Additionally, since the plan’s inception, under the terms of the contract, United establishes cash funding rates 90 days in advance of the beginning of a reporting quarter. If the Plan Costs for a reporting quarter are greater than the premiums paid and owed to United, a deficit in the plan would be incurred and a liability for the excess costs would be accrued in our Condensed Consolidated Balance Sheets. On the other hand, if the Plan Costs for the reporting quarter are less than the premiums paid and owed to United, a surplus in the plan would be incurred and we would record an asset for the excess premiums in our Condensed Consolidated Balance Sheets. The terms of the arrangement require us to maintain an accumulated cash surplus in the plan of $9.0 million, which is reported as long-term prepaid health insurance. In addition, United requires a deposit equal to approximately one day of claims funding activity, which was $6.5 million at March 31, 2023, and is included in deposits - health insurance as a long-term asset on our Condensed Consolidated Balance Sheets. As of March 31, 2023, Plan Costs were less than the net premiums paid and owed to United by $41.5 million. As this amount is in excess of the agreed-upon $9.0 million surplus maintenance level, the $32.5 million difference is included in prepaid insurance, a current asset, in our Condensed Consolidated Balance Sheets. The premiums, including the additional quarterly premiums, owed to United at March 31, 2023 were $71.1 million, which is included in accrued health insurance costs, a current liability in our Condensed Consolidated Balance Sheets. Our benefits costs incurred in the first three months of 2023 included a decrease of $9.0 million for changes in estimated run-off related to prior periods. Our benefits costs incurred in the first three months of 2022 included an increase of $0.8 million for changes in estimated run-off related to prior periods.
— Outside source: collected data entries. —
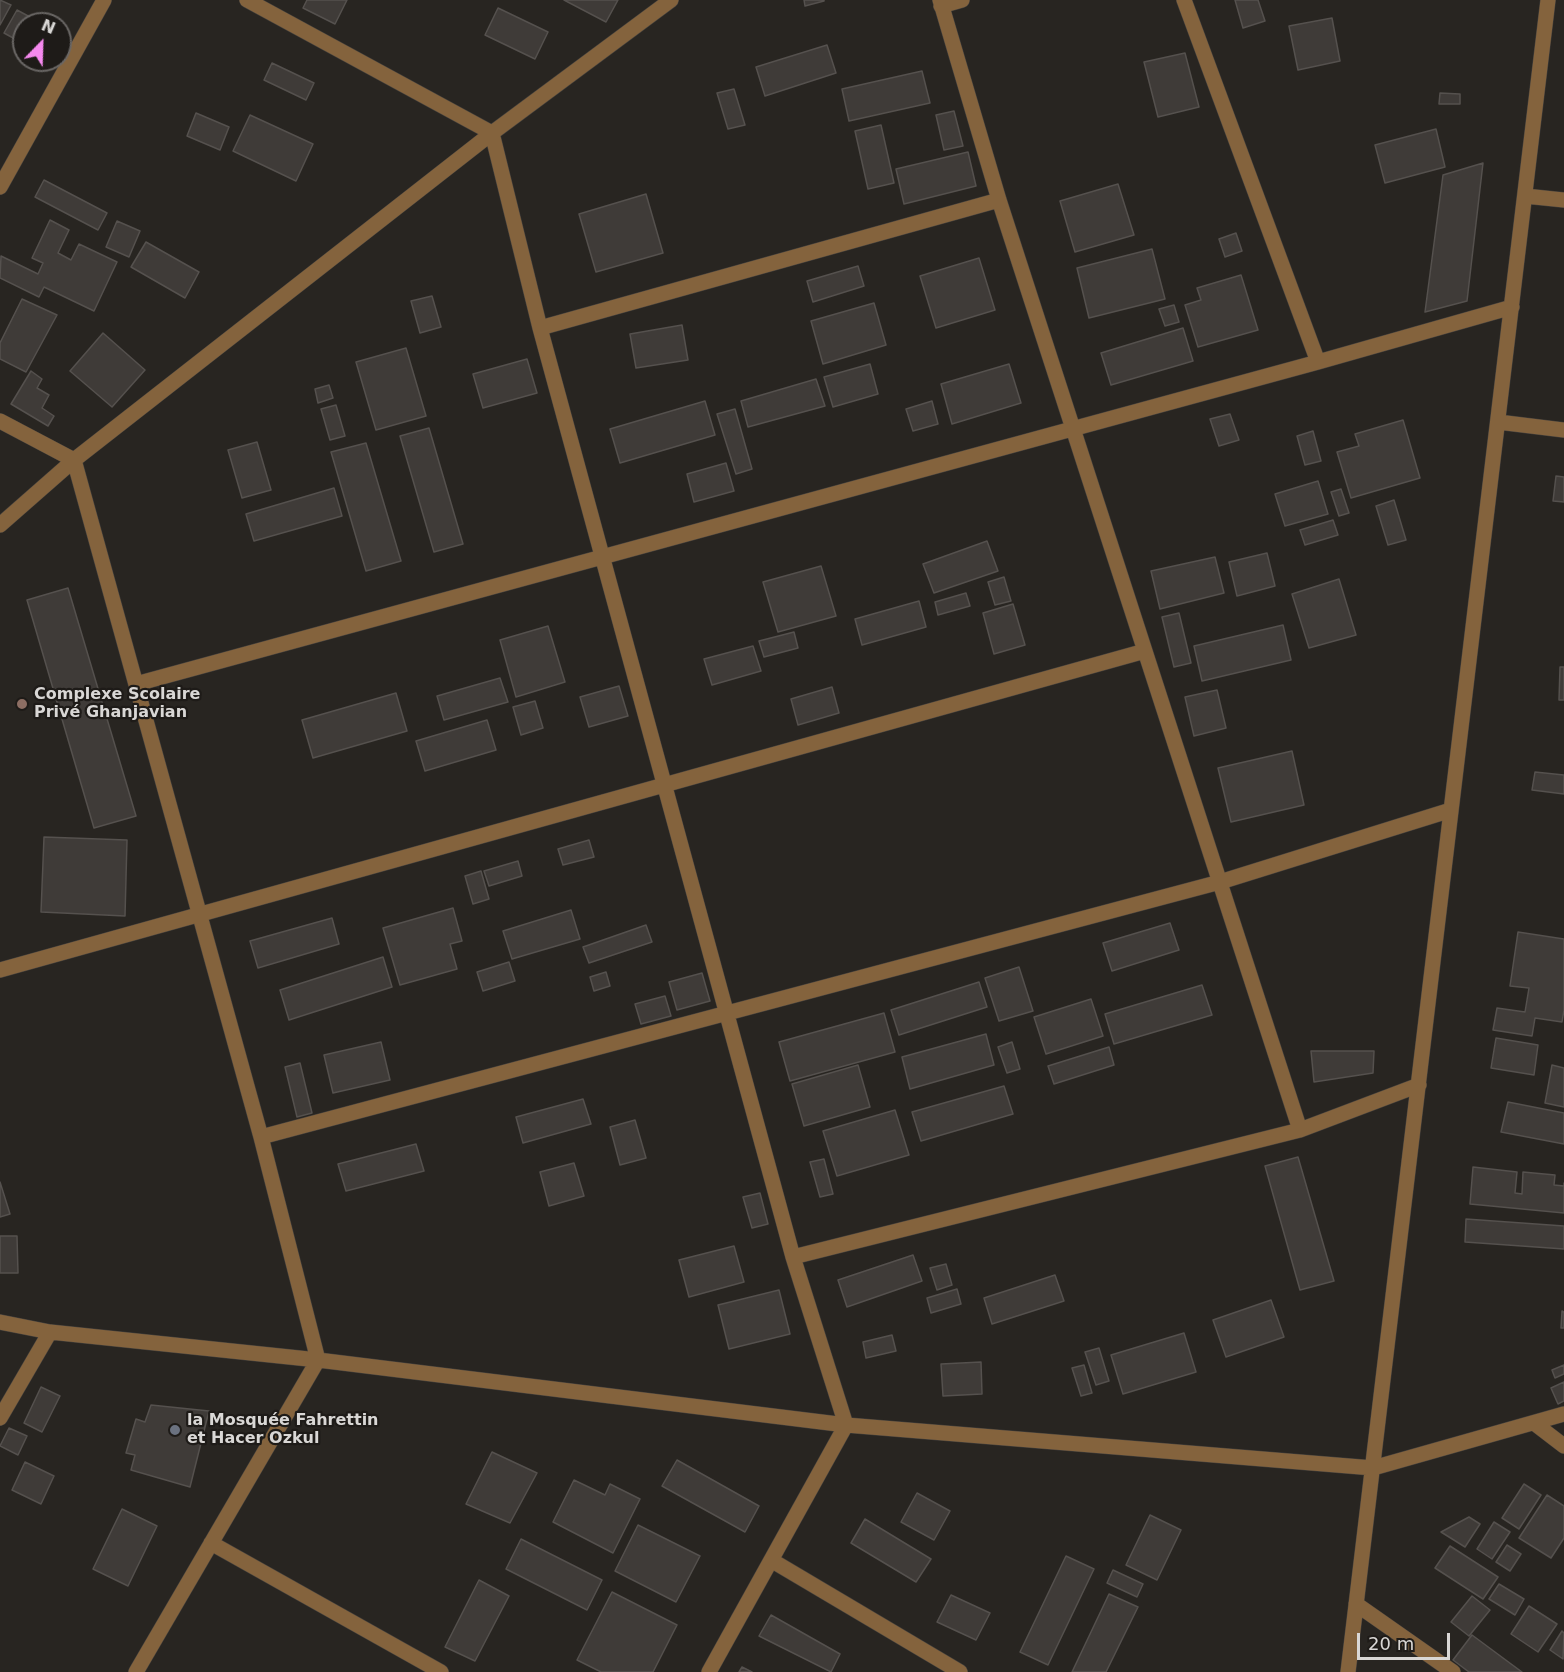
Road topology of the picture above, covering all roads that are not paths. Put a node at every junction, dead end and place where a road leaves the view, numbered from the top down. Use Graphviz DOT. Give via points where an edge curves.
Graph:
graph roads {
  1 [pos="104,0"];
  2 [pos="247,0"];
  3 [pos="671,0"];
  4 [pos="962,0"];
  5 [pos="1184,0"];
  6 [pos="1548,0"];
  7 [pos="941,3"];
  8 [pos="492,133"];
  9 [pos="0,188"];
  10 [pos="1525,196"];
  11 [pos="999,200"];
  12 [pos="1564,200"];
  13 [pos="1512,307"];
  14 [pos="540,328"];
  15 [pos="1318,362"];
  16 [pos="0,420"];
  17 [pos="1498,422"];
  18 [pos="1073,429"];
  19 [pos="1564,430"];
  20 [pos="74,460"];
  21 [pos="0,525"];
  22 [pos="602,557"];
  23 [pos="1145,651"];
  24 [pos="136,684"];
  25 [pos="665,784"];
  26 [pos="1451,810"];
  27 [pos="1220,882"];
  28 [pos="199,914"];
  29 [pos="0,970"];
  30 [pos="726,1013"];
  31 [pos="1419,1085"];
  32 [pos="1300,1130"];
  33 [pos="261,1137"];
  34 [pos="793,1257"];
  35 [pos="0,1322"];
  36 [pos="50,1332"];
  37 [pos="318,1360"];
  38 [pos="1564,1414"];
  39 [pos="0,1418"];
  40 [pos="1534,1423"];
  41 [pos="846,1425"];
  42 [pos="1564,1446"];
  43 [pos="1373,1468"];
  44 [pos="211,1543"];
  45 [pos="771,1560"];
  46 [pos="1356,1604"];
  47 [pos="136,1672"];
  48 [pos="441,1672"];
  49 [pos="709,1672"];
  50 [pos="960,1672"];
  51 [pos="1348,1672"];
  52 [pos="1453,1672"];
  1 -- 9 [label="street"];
  2 -- 8 [label="street"];
  3 -- 8 [label="street"];
  4 -- 7 [label="street"];
  5 -- 15 [label="street"];
  6 -- 10 [label="street"];
  7 -- 11 [label="street"];
  8 -- 14 [label="street"];
  8 -- 20 [label="street"];
  10 -- 12 [label="street"];
  10 -- 13 [label="street"];
  11 -- 14 [label="street"];
  11 -- 18 [label="street"];
  13 -- 15 [label="street"];
  13 -- 17 [label="street"];
  14 -- 22 [label="street"];
  15 -- 18 [label="street"];
  16 -- 20 [label="street"];
  17 -- 19 [label="street"];
  17 -- 26 [label="street"];
  18 -- 22 [label="street"];
  18 -- 23 [label="street"];
  20 -- 21 [label="street"];
  20 -- 24 [label="street"];
  22 -- 24 [label="street"];
  22 -- 25 [label="street"];
  23 -- 25 [label="street"];
  23 -- 27 [label="street"];
  24 -- 28 [label="street"];
  25 -- 28 [label="street"];
  25 -- 30 [label="street"];
  26 -- 27 [label="street"];
  26 -- 31 [label="street"];
  27 -- 30 [label="street"];
  27 -- 32 [label="street"];
  28 -- 29 [label="street"];
  28 -- 33 [label="street"];
  30 -- 33 [label="street"];
  30 -- 34 [label="street"];
  31 -- 32 [label="street"];
  31 -- 43 [label="street"];
  32 -- 34 [label="street"];
  33 -- 37 [label="street"];
  34 -- 41 [label="street"];
  35 -- 36 [label="street"];
  36 -- 37 [label="street"];
  36 -- 39 [label="street"];
  37 -- 41 [label="street"];
  37 -- 44 [label="street"];
  38 -- 40 [label="street"];
  40 -- 42 [label="street"];
  40 -- 43 [label="street"];
  41 -- 43 [label="street"];
  41 -- 45 [label="street"];
  43 -- 46 [label="street"];
  44 -- 47 [label="street"];
  44 -- 48 [label="street"];
  45 -- 49 [label="street"];
  45 -- 50 [label="street"];
  46 -- 51 [label="street"];
  46 -- 52 [label="street"];
}
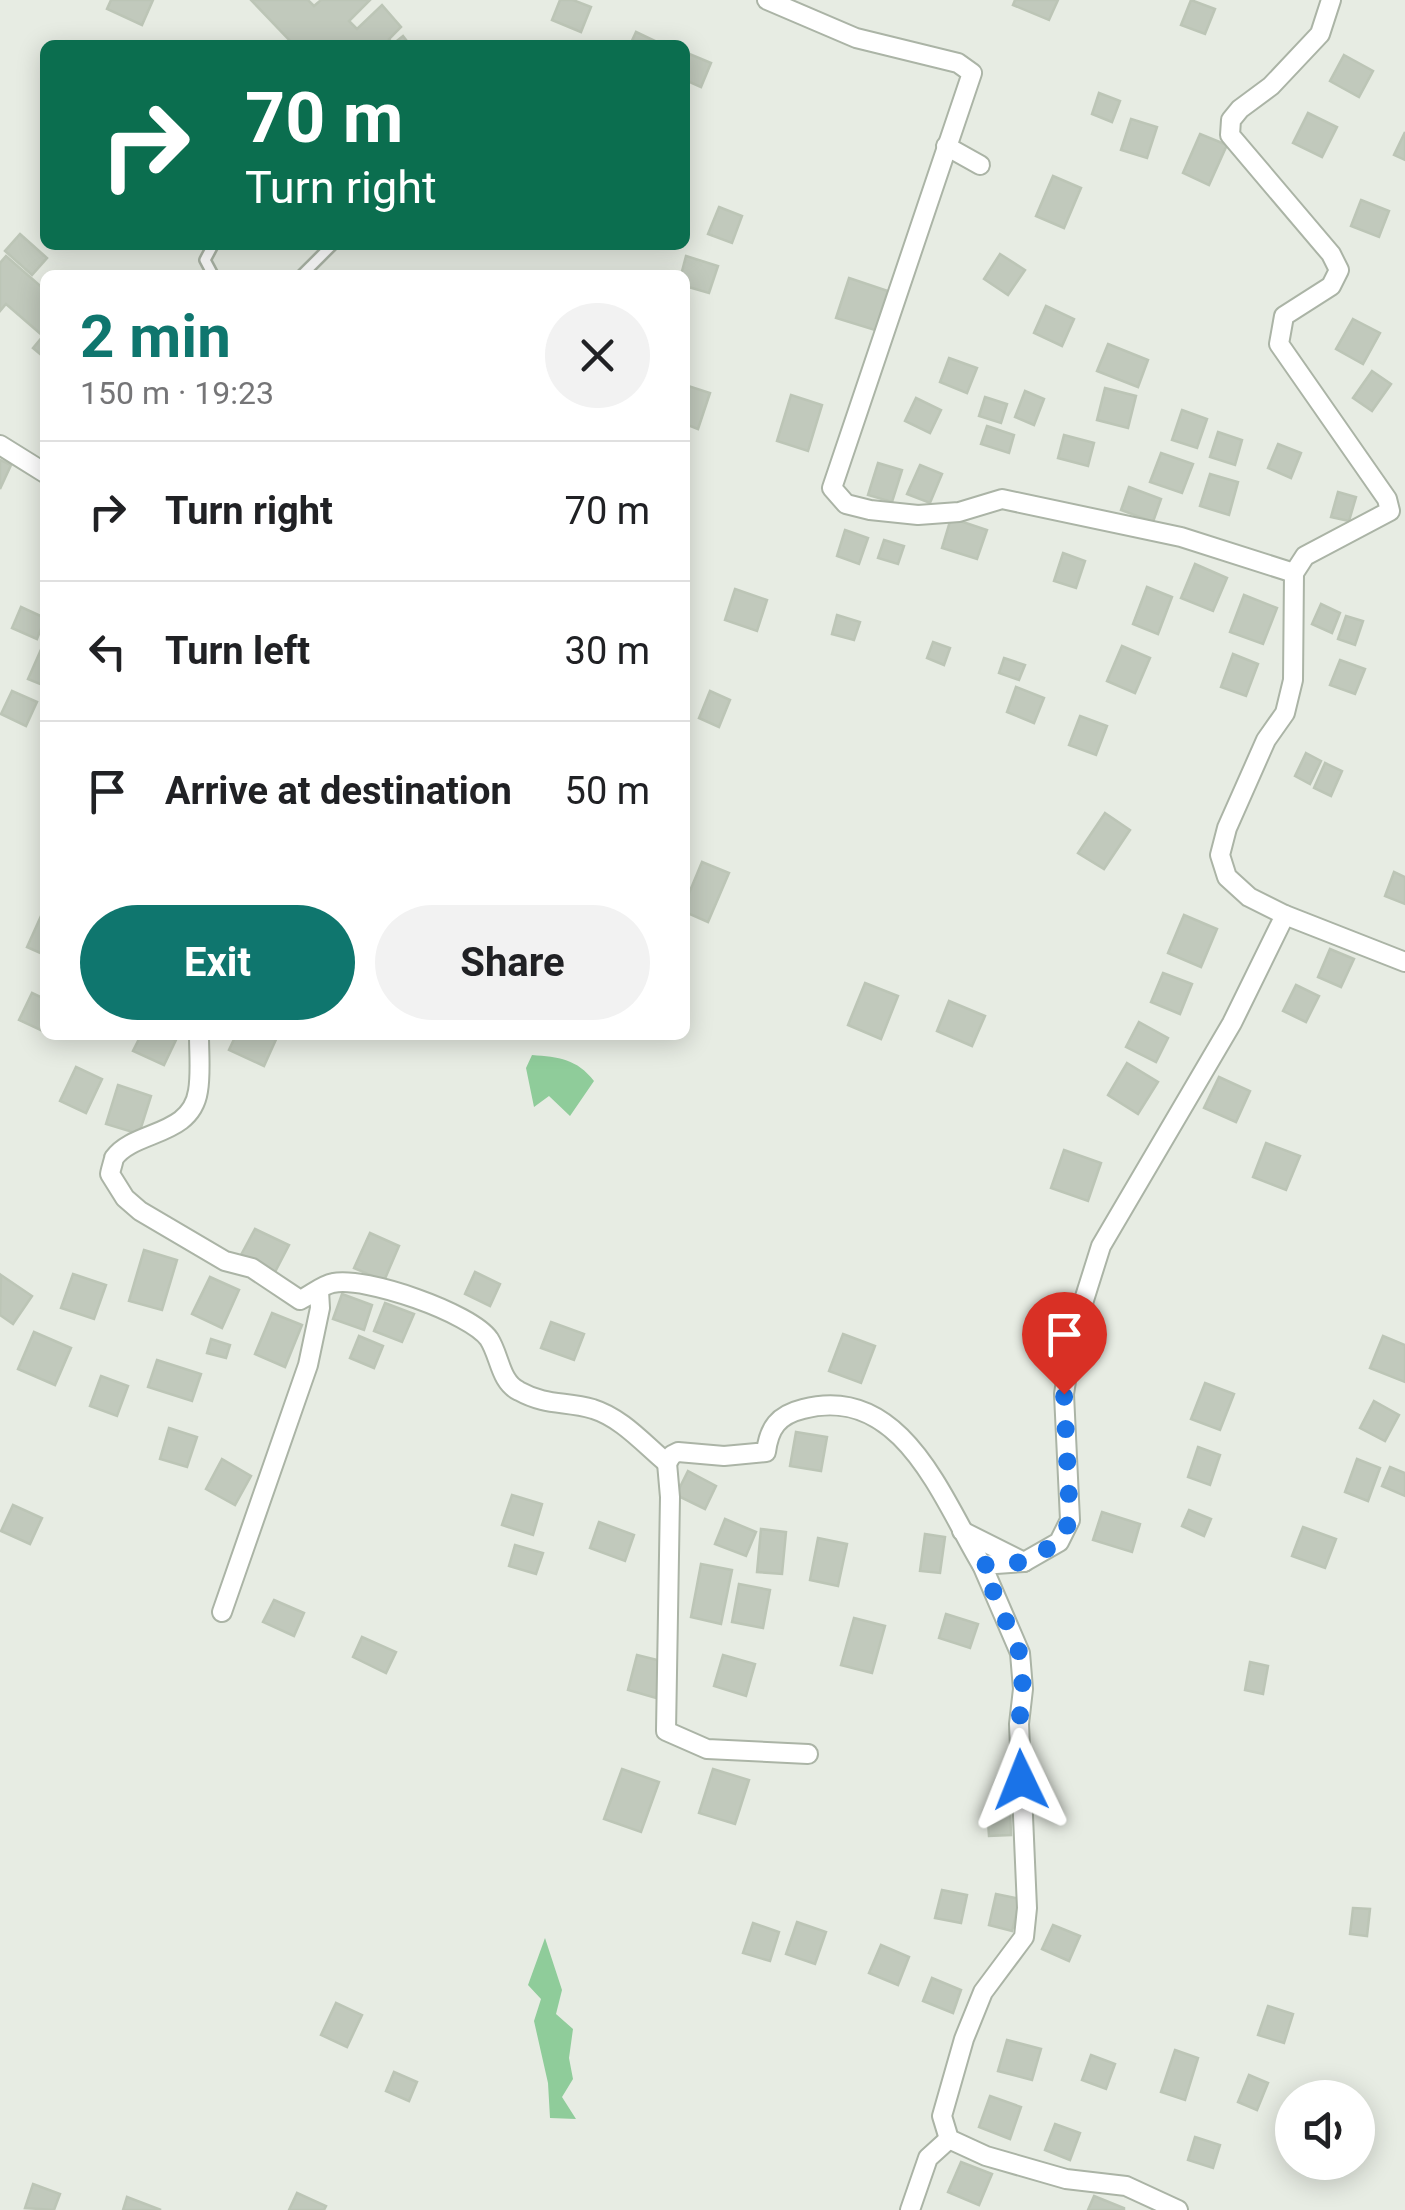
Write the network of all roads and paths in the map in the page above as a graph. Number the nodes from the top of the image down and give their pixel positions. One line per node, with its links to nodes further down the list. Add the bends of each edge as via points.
1 (767, 0): 3 (street, via 856,38 958,62 972,73)
2 (1331, 0): 9 (street, via 1320,34 1240,108 1230,136 1339,270 1331,286 1284,316 1279,344)
3 (946, 146): 4 (street); 10 (street, via 832,488 846,504 918,514 959,512 1002,499 1181,537)
4 (980, 165)
5 (327, 250): 6 (lane)
6 (307, 270)
7 (0, 444): 8 (street)
8 (36, 461)
9 (1398, 508): 10 (street, via 1305,556)
10 (1294, 573): 11 (street, via 1293,680 1285,713 1266,740 1220,856 1227,876 1249,897)
11 (1284, 915): 12 (street); 17 (street, via 1232,1024 1101,1246 1073,1335 1064,1394 1070,1520 1059,1542)
12 (1405, 962)
13 (200, 1040): 14 (street, via 198,1092 190,1112 132,1145 114,1159 110,1174 140,1211 225,1261 252,1268 300,1300)
14 (319, 1291): 15 (street, via 351,1281 466,1319 491,1341 514,1390 616,1418); 19 (street, via 308,1366)
15 (666, 1463): 16 (street, via 678,1452 766,1452 769,1431 782,1417 837,1406 898,1430); 20 (street, via 666,1732 707,1749)
16 (961, 1530): 17 (street); 18 (street)
17 (1024, 1562): 18 (street)
18 (982, 1565): 21 (street, via 1020,1654 1027,1908 1024,1938 983,1992 964,2039 942,2116)
19 (222, 1612)
20 (808, 1754)
21 (950, 2139): 22 (street, via 928,2158); 23 (street, via 1066,2179 1126,2186)
22 (910, 2210)
23 (1178, 2210)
Workers’ Compensation Costs
Our workers’ compensation coverage for our WSEEs in our PEO HR Outsourcing Solutions has been provided through an arrangement with the Chubb Group of Insurance Companies or its predecessors (the “Chubb Program”) since 2007. The Chubb Program is fully insured in that Chubb has the responsibility to pay all claims incurred under the policy regardless of whether we satisfy our responsibilities. Under the Chubb Program for claims incurred on or before September 30, 2019, we have financial responsibility to Chubb for the first $1 million layer of claims per occurrence and, for claims over $1 million, up to a maximum aggregate amount of $6 million per policy year for claims that exceed $1 million. Chubb bears the financial responsibility for all claims in excess of these levels. Effective for claims incurred on or after October 1, 2019, we have financial responsibility to Chubb for the first $1.5 million layer of claims per occurrence and, for claims over $1.5 million, up to a maximum aggregate amount of $6 million per policy year for claims that exceed $1.5 million.
Because we bear the financial responsibility for claims up to the levels noted above, such claims, which are the primary component of our workers’ compensation costs, are recorded in the period incurred. Workers’ compensation insurance includes ongoing health care and indemnity coverage whereby claims are paid over numerous years following the date of injury. Accordingly, the accrual of related incurred costs in each reporting period includes estimates, which take into account the ongoing development of claims and therefore requires a significant level of judgment.
We utilize a third-party actuary to estimate our loss development rate, which is primarily based upon the nature of WSEEs’ job responsibilities, the location of WSEEs, the historical frequency and severity of workers’ compensation claims, and an estimate of future cost trends. Each reporting period, changes in the actuarial assumptions resulting from changes in actual claims experience and other trends are incorporated into our workers’ compensation claims cost estimates. During the three months ended March 31, 2023 and 2022, we reduced accrued workers’ compensation costs by $7.6 million and $14.9 million, respectively, for changes in estimated losses related to prior periods. Workers’ compensation cost estimates are discounted to present value at a rate based upon the U.S. Treasury rates that correspond with the weighted average estimated claim payout period (the average discount rate utilized in the 2023 period was 4.0% and in the 2022 period was 1.5%) and are accreted over the estimated claim payment period and included as a component of direct costs in our Consolidated Statements of Operations.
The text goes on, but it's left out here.